Buco olimpico dopo il no del Cio: «La Regione Veneto ora chiarisca i conti»
La discussione intorno al deficit in rosso dei Giochi di Milano-Cortina. Manildo (Pd): «L’ente è socio della Fondazione, spieghi le perdite». Cunegato (Avs): «Fare presto»

«Vogliamo che la Regione scopra tutte le carte e vogliamo vedere nel dettaglio il perché e le responsabilità di tutte le voci in perdita». Così le parole dei consiglieri regionali del Partito democratico Giovanni Manildo e Paolo Galeano. Quest’ultimo, tra le altre cose, vicepresidente della commissione regionale Bilancio. Parole, ancora, pronunciate il giorno dopo che il Comitato olimpico internazionale ha affermato che tirerà fuori nemmeno un centesimo.
Questione di sport, questione di soldi. E polemiche. Si parla dei Giochi Olimpici Invernali Milano-Cortina e del deficit di 310 milioni di euro, tra costi sopra le stime (più 230 milioni) e ricavi inferiori alle aspettative (meno 80 milioni di euro).
Il buco
Spetta quindi ai soggetti pubblici italiani della Fondazione ripianare il debito. Ossia Stato, per il 50 per cento, e l’ammontare dell’altro 50 per cento dovrà essere spalmato tra gli enti locali. In sintesi:39 milioni di euro.

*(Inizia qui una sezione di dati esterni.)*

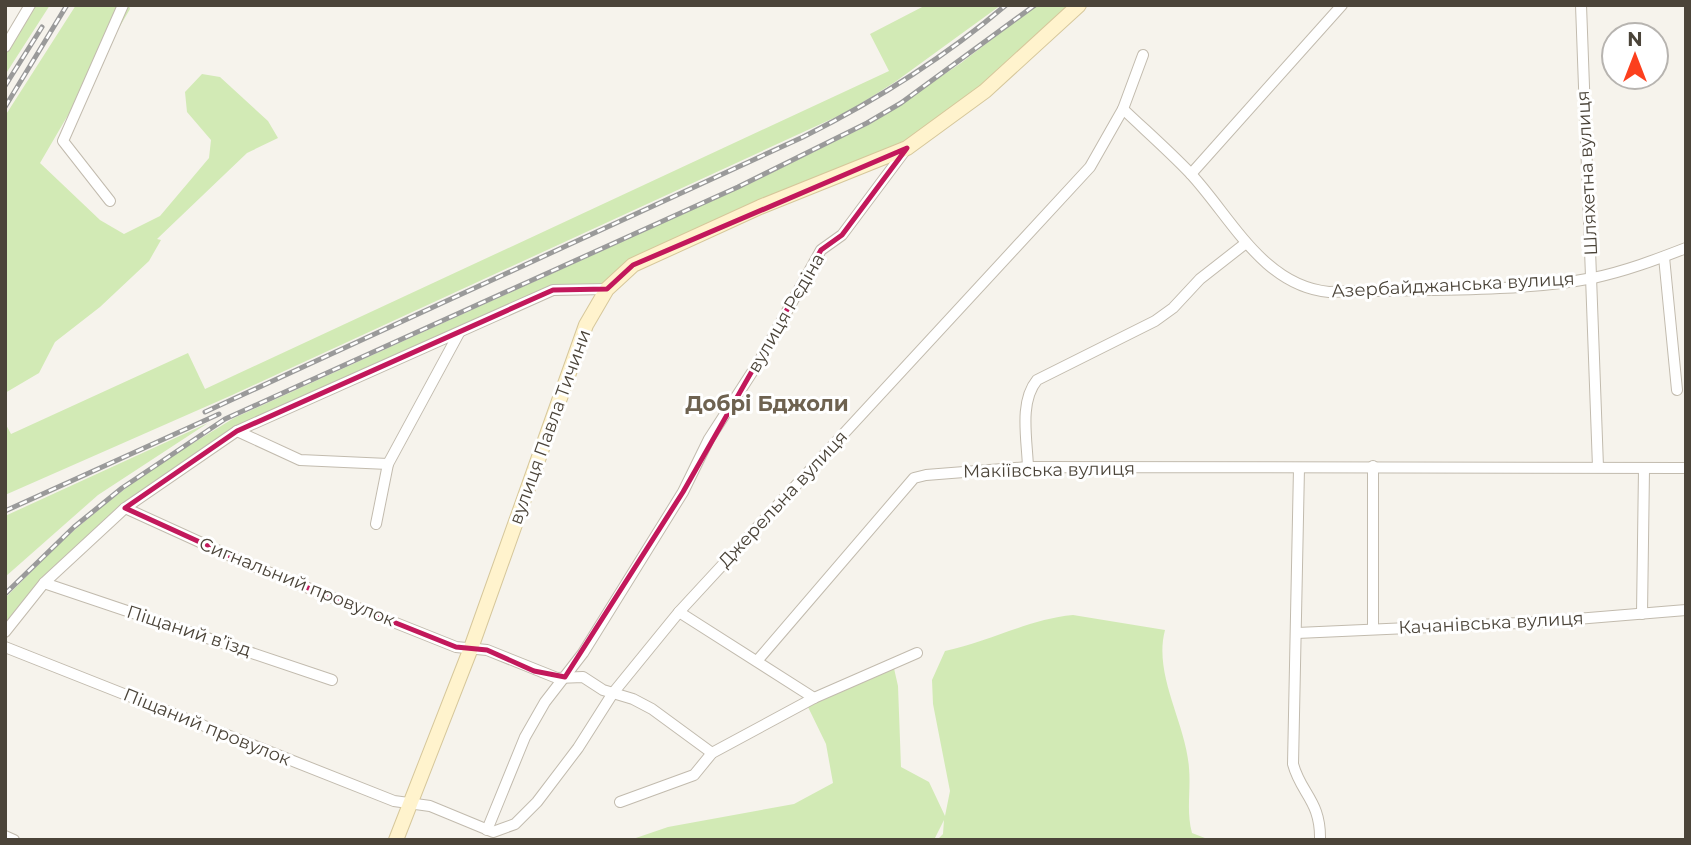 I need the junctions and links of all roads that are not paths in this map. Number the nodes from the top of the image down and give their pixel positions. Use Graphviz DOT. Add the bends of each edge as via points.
graph roads {
  1 [pos="30,5"];
  2 [pos="123,5"];
  3 [pos="1079,5"];
  4 [pos="1342,5"];
  5 [pos="1581,5"];
  6 [pos="5,47"];
  7 [pos="1143,55"];
  8 [pos="1123,109"];
  9 [pos="907,148"];
  10 [pos="1191,174"];
  11 [pos="110,201"];
  12 [pos="1246,243"];
  13 [pos="1686,248"];
  14 [pos="1664,257"];
  15 [pos="1591,278"];
  16 [pos="607,289"];
  17 [pos="459,333"];
  18 [pos="1677,390"];
  19 [pos="237,430"];
  20 [pos="388,464"];
  21 [pos="1373,466"];
  22 [pos="1028,467"];
  23 [pos="1598,467"];
  24 [pos="1300,468"];
  25 [pos="1686,468"];
  26 [pos="1644,469"];
  27 [pos="125,508"];
  28 [pos="376,523"];
  29 [pos="44,583"];
  30 [pos="1686,610"];
  31 [pos="679,612"];
  32 [pos="1642,614"];
  33 [pos="1373,629"];
  34 [pos="5,632"];
  35 [pos="1297,633"];
  36 [pos="5,647"];
  37 [pos="471,648"];
  38 [pos="917,653"];
  39 [pos="757,661"];
  40 [pos="565,677"];
  41 [pos="332,680"];
  42 [pos="613,693"];
  43 [pos="814,698"];
  44 [pos="712,753"];
  45 [pos="620,802"];
  46 [pos="410,804"];
  47 [pos="487,830"];
  48 [pos="5,836"];
  49 [pos="14,840"];
  50 [pos="396,840"];
  51 [pos="1320,840"];
  1 -- 6 [label="street"];
  2 -- 11 [label="street" via="63,141"];
  3 -- 9 [label="main road, вулиця Рєдіна" via="985,91"];
  4 -- 10 [label="street"];
  5 -- 15 [label="street, Шляхетна вулиця"];
  7 -- 8 [label="street, Джерельна вулиця"];
  8 -- 10 [label="street, Азербайджанська вулиця"];
  8 -- 31 [label="street, Джерельна вулиця" via="1090,167"];
  9 -- 16 [label="main road, вулиця Павла Тичини" via="633,265"];
  9 -- 40 [label="street, вулиця Рєдіна" via="842,234 821,250 760,360 709,439 683,492"];
  10 -- 12 [label="street, Азербайджанська вулиця"];
  12 -- 15 [label="street, Азербайджанська вулиця" via="1306,290 1515,286"];
  12 -- 22 [label="street" via="1155,321 1037,380 1026,401"];
  13 -- 14 [label="street, Азербайджанська вулиця"];
  14 -- 15 [label="street, Азербайджанська вулиця"];
  14 -- 18 [label="street"];
  15 -- 23 [label="street, Шляхетна вулиця"];
  16 -- 17 [label="street" via="553,290"];
  16 -- 37 [label="main road, вулиця Павла Тичини" via="586,325"];
  17 -- 19 [label="street"];
  17 -- 20 [label="street"];
  19 -- 20 [label="street" via="299,460"];
  19 -- 27 [label="street"];
  20 -- 28 [label="street"];
  21 -- 23 [label="street, Макіївська вулиця"];
  21 -- 24 [label="street, Макіївська вулиця"];
  21 -- 33 [label="street"];
  22 -- 24 [label="street, Макіївська вулиця"];
  22 -- 39 [label="street, Макіївська вулиця" via="914,478"];
  23 -- 26 [label="street, Макіївська вулиця"];
  24 -- 35 [label="street"];
  25 -- 26 [label="street, Макіївська вулиця"];
  26 -- 32 [label="street"];
  27 -- 29 [label="street"];
  27 -- 37 [label="street, Сигнальний провулок" via="248,564"];
  29 -- 34 [label="street"];
  29 -- 41 [label="street, Піщаний в’їзд"];
  30 -- 32 [label="street, Качанівська вулиця"];
  31 -- 39 [label="street"];
  31 -- 42 [label="street, Джерельна вулиця"];
  32 -- 33 [label="street, Качанівська вулиця"];
  33 -- 35 [label="street, Качанівська вулиця"];
  35 -- 51 [label="street" via="1293,764 1316,805"];
  36 -- 46 [label="street, Піщаний провулок"];
  37 -- 40 [label="street, Сигнальний провулок"];
  37 -- 46 [label="main road, вулиця Павла Тичини"];
  38 -- 43 [label="street"];
  39 -- 43 [label="street"];
  40 -- 42 [label="street, Сигнальний провулок" via="583,677"];
  40 -- 47 [label="street, вулиця Рєдіна" via="525,737"];
  42 -- 44 [label="street, Сигнальний провулок" via="652,709"];
  42 -- 47 [label="street, Джерельна вулиця" via="537,802 515,824 504,830"];
  43 -- 44 [label="street"];
  44 -- 45 [label="street" via="694,775"];
  46 -- 47 [label="street" via="430,806"];
  46 -- 50 [label="main road, вулиця Павла Тичини"];
  48 -- 49 [label="street"];
}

Il Comitato olimpico internazionale, di fronte all’eventualità di aprire nuovamente i cordoni della borsa ha declinato l’invito. Una risposta che molti ritenevano prevedibile a fronte del già corposo investimento del Cio sui Giochi invernali (925 milioni di euro).
Lo scontro
«La risposta (del Cio, ndr) che si attendeva è arrivata in tempi rapidi: apprendiamo che il Comitato ha detto picche all’ipotesi di intervenire con un finanziamento di salvataggio che avrebbe potuto ridimensionare le perdite della Fondazione Milano-Cortina, relative all’organizzazione e lo svolgimento delle Olimpiadi invernali - incalzano Manildo e Galeano -. Un no ufficiale, che fa salire attualmente i conti in rosso del solo Veneto a quasi 40 milioni. Ora però, senza cercare di aggrapparsi sugli specchi, vogliamo che la Regione scopra tutte le carte e vogliamo vedere nel dettaglio il perché e le responsabilità di tutte le voci in perdita». Il Pd va oltre chiamando in causa Palazzo Balbi.
«Sono i vertici della Regione, socio della Fondazione, che devono essere cristallini attorno a questa partita. Il fatto che sia già stato accantonato un fondo per ripianare gli eventuali debiti non corrisponde a spiegarne le cause e gli errori commessi. E non è un buon argomento per ridimensionare la gravità del danno, perché con i soldi recuperati da quel fondo si possono rispondere ad altre reali necessità per i cittadini del Veneto» dicono.
I soldi e le opere
«E non vogliamo neppure fermarci - concludono Manildo e Galeano - alle interrogazioni, cui magari verrà data risposta a tempo scaduto. Notiamo infatti un preoccupante mutismo istituzionale da parte della Regione. E Luca Zaia, che si è sempre vantato di essere il principale artefice dell'operazione olimpica, ora che dice? È come minimo doveroso che qualcuno venga rapidamente a riferire sulla situazione, in sede di Consiglio: lo esigiamo».
Il presidente del Consiglio regionale però per ora non interviene. Dal canto suo, sempre dall’opposizione, Carlo Cunegato (Avs) insiste su altri elementi. Il consigliere regionale chiede: «Quali opere previste nel piano olimpico veneto resteranno incompiute o parzialmente incompiute? Quali sono i costi già sostenuti per ognuna di queste? A quanto ammontano i finanziamenti residui da reperire? Quali solo le date di completamento attualmente previste?». Un fuoco di fila di quesiti che, forse, troverà prossimamente risposta.